Maureen Kearney (Isabelle Huppert) et Anne Lauvergeon (Marina Foïs) dans « La Syndicaliste », de Jean-Paul Salomé.

Un simple salarié peut-il défendre l’intérêt général ? C’est la question posée par l’histoire de Maureen Kearney, digne d’un roman d’espionnage, relatée dans La Syndicaliste, de Caroline Michel-Aguirre (Stock, 2019) et interprétée par Isabelle Huppert, dans le film de Jean-Paul Salomé qui sort dans les salles de cinéma, ce mercredi 1er mars. L’ex-secrétaire du comité de groupe européen d’Areva est la lanceuse d’alerte qui avait dénoncé un contrat prévoyant un transfert massif de technologies vers la Chine.
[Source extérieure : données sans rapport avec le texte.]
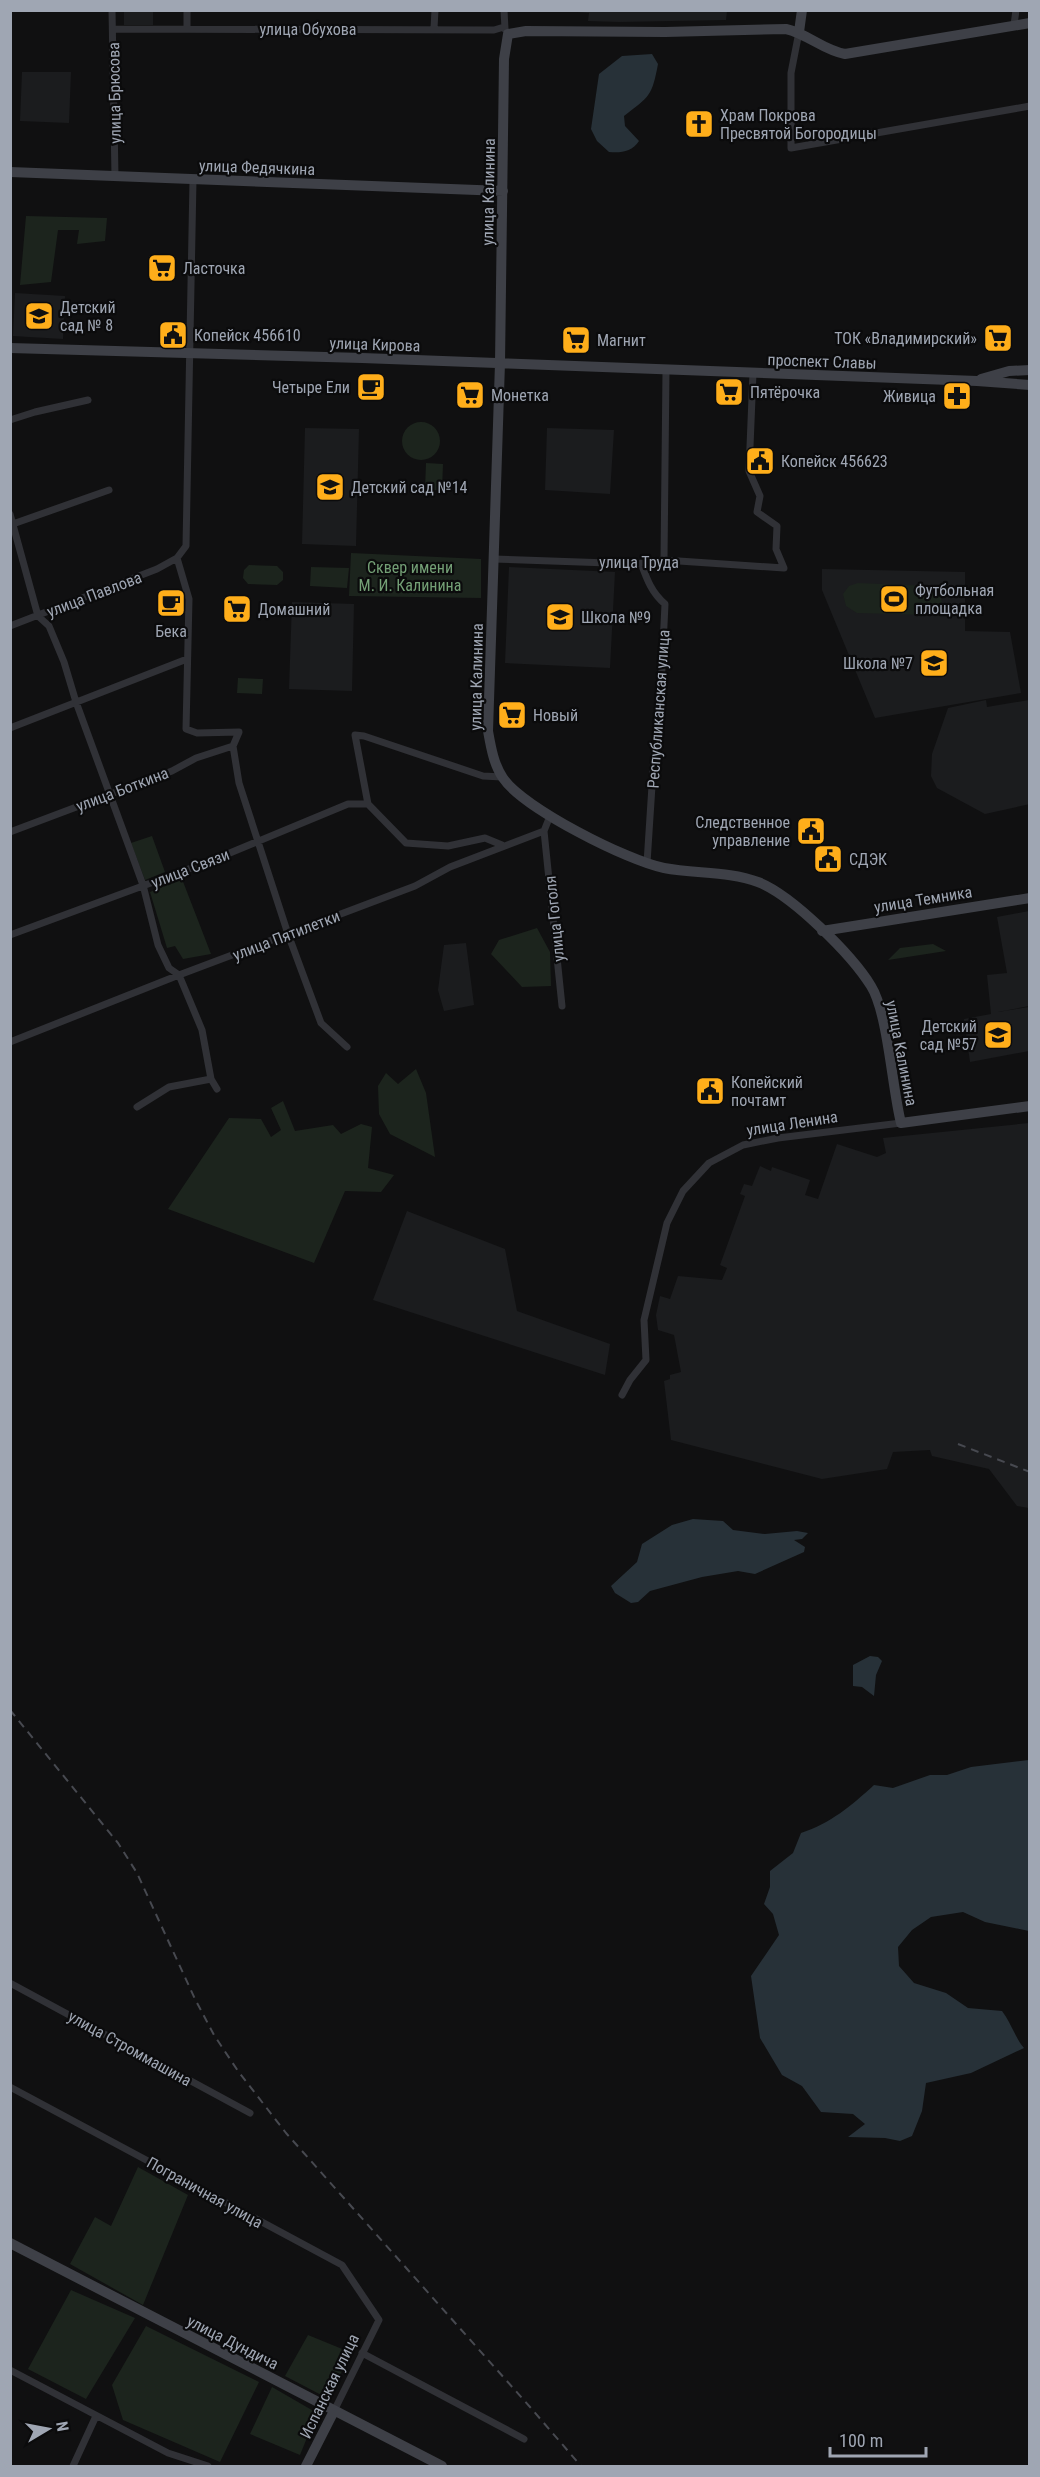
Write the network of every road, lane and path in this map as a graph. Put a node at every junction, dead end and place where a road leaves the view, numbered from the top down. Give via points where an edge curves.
1 (112, 10) edge
2 (187, 10) edge
3 (435, 10) edge
4 (504, 10) edge
5 (802, 10) edge
6 (1016, 10) edge
7 (1029, 23) edge
8 (1014, 26) junction
9 (434, 28) junction
10 (113, 29) junction
11 (187, 29) junction
12 (506, 30) junction
13 (799, 32) junction
14 (1029, 106) edge
15 (10, 172) edge
16 (116, 176) junction
17 (193, 180) junction
18 (504, 191) junction
19 (10, 348) edge
20 (191, 354) junction
21 (500, 363) junction
22 (666, 370) junction
23 (1029, 370) edge
24 (753, 373) junction
25 (977, 381) junction
26 (1029, 385) edge
27 (88, 400) dead end
28 (10, 420) edge
29 (109, 490) dead end
30 (10, 514) edge
31 (12, 524) edge
32 (177, 558) junction
33 (493, 559) junction
34 (664, 560) junction
35 (641, 563) junction
36 (38, 616) junction
37 (10, 626) edge
38 (187, 660) junction
39 (76, 702) junction
40 (10, 728) edge
41 (233, 746) junction
42 (502, 777) junction
43 (111, 793) junction
44 (368, 804) junction
45 (550, 816) junction
46 (544, 831) junction
47 (10, 832) edge
48 (257, 841) junction
49 (502, 845) junction
50 (647, 863) junction
51 (143, 885) junction
52 (1029, 898) edge
53 (822, 931) junction
54 (10, 934) edge
55 (288, 934) junction
56 (179, 975) junction
57 (562, 1006) dead end
58 (10, 1042) edge
59 (347, 1047) dead end
60 (211, 1078) junction
61 (217, 1089) dead end
62 (1029, 1106) edge
63 (137, 1107) dead end
64 (901, 1123) junction
65 (622, 1395) dead end
66 (10, 1983) edge
67 (10, 2088) edge
68 (250, 2113) dead end
69 (10, 2243) edge
70 (379, 2320) joint
71 (362, 2353) junction
72 (10, 2370) edge
73 (334, 2411) junction
74 (96, 2416) junction
75 (524, 2439) dead end
76 (73, 2466) edge
77 (208, 2466) edge
78 (306, 2466) edge
79 (442, 2466) edge

1 - 10 street, улица Брюсова
2 - 11 street
3 - 9 street
4 - 12 street
5 - 13 street
6 - 8 street
7 - 8 street
8 - 13 street via 845,54 831,51
9 - 11 street, улица Обухова
9 - 12 street, улица Обухова
10 - 11 street, улица Обухова
10 - 16 street, улица Брюсова
12 - 13 street
12 - 18 street, улица Калинина
13 - 14 street via 791,73 791,148
15 - 16 street, улица Федячкина
16 - 17 street, улица Федячкина
17 - 18 street, улица Федячкина
17 - 20 street
18 - 21 street, улица Калинина
19 - 20 street, улица Кирова
20 - 21 street, улица Кирова
20 - 32 street via 186,546
21 - 22 street, улица Кирова
21 - 33 street, улица Калинина
22 - 24 street, проспект Славы
22 - 34 street
23 - 25 street, проспект Славы via 1009,371
24 - 25 street, проспект Славы
24 - 34 street, улица Труда via 749,471 760,496 757,512 777,526 776,549 784,568
25 - 26 street, проспект Славы
27 - 28 street
29 - 31 street
30 - 31 street
31 - 36 street
32 - 36 street, улица Павлова
32 - 38 street via 189,599
33 - 35 street, улица Труда
33 - 42 street, улица Калинина via 488,731
34 - 35 street, улица Труда
35 - 50 street, Республиканская улица via 656,597 665,604
36 - 37 street, улица Павлова
36 - 39 street via 49,626
38 - 39 street
38 - 41 street via 186,729 197,733 239,732
39 - 40 street
39 - 43 street
41 - 43 street, улица Боткина
41 - 48 street via 239,783
42 - 44 street via 483,776 355,735
42 - 45 street, улица Калинина via 522,799
43 - 47 street, улица Боткина
43 - 51 street
44 - 48 street, улица Связи via 348,804
44 - 49 street via 406,843 448,846 485,838
45 - 46 street
45 - 50 street, улица Калинина
46 - 49 street, улица Пятилетки
46 - 57 street, улица Гоголя
48 - 51 street, улица Связи
48 - 55 street
49 - 55 street, улица Пятилетки via 415,886
50 - 53 street, улица Калинина via 757,882 783,896
51 - 54 street, улица Связи
51 - 56 street via 158,945 169,968
52 - 53 street, улица Темника
53 - 64 street, улица Калинина via 873,988
55 - 56 street, улица Пятилетки
55 - 59 street via 321,1023
56 - 58 street, улица Пятилетки
56 - 60 street via 202,1030
60 - 61 street
60 - 63 street via 170,1087
62 - 64 street, улица Ленина
64 - 65 street, улица Ленина via 743,1145 709,1163 683,1191 667,1223 644,1320 646,1360
66 - 68 street, улица Строммашина
67 - 70 street, Пограничная улица via 342,2265
69 - 73 street, улица Дундича
70 - 71 street, Испанская улица
71 - 73 street, Испанская улица
71 - 75 street
72 - 74 street
73 - 78 street, Испанская улица
73 - 79 street, улица Дундича
74 - 76 street
74 - 77 street via 168,2453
« Un lanceur d’alerte est une personne physique qui signale ou divulgue, sans contrepartie financière directe et de bonne foi, des informations portant sur un crime, un délit, une menace ou un préjudice pour l’intérêt général, une violation ou une tentative de dissimulation d’une violation d’un engagement international régulièrement ratifié ou approuvé par la France, d’un acte unilatéral d’une organisation internationale pris sur le fondement d’un tel engagement, du droit de l’Union européenne, de la loi ou du règlement », dit la loi Waserman, adoptée en 2022 pour renforcer leur protection. Mais a-t-il une réelle marge de manœuvre ?
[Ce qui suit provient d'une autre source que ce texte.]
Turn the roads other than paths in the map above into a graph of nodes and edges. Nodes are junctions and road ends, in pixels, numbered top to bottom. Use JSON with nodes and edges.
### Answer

A écouter les témoignages de ceux qui ont divulgué les scandales d’évasion fiscale chez UBS, de la Dépakine chez Sanofi ou celui d’Areva, les pressions sont considérables pour réduire leur pouvoir d’agir. « Plusieurs personnes avaient essayé de m’arrêter dans mon rôle, jusqu’à quelques jours avant l’agression. J’avais l’intention de porter plainte pour harcèlement moral, mais je n’en ai pas eu le temps », témoigne Maureen Kearney.

En 2012, elle a été sauvagement agressée dans son appartement, quelques jours après avoir fait voter le renvoi devant la justice de son PDG, Luc Oursel, pour non-consultation du comité de groupe sur la stratégie d’Areva. A l’époque, les lanceurs d’alerte n’avaient aucune protection. Elle raconte : « J’étais dans ma salle de bains, quelqu’un est arrivé, m’a mis une cagoule sur la tête, m’a attachée, m’a baissé les collants et a commencé à me couper le ventre. A cet instant, j’ai perdu connaissance. Par la suite, il m’a violée en me disant que c’était le dernier avertissement. »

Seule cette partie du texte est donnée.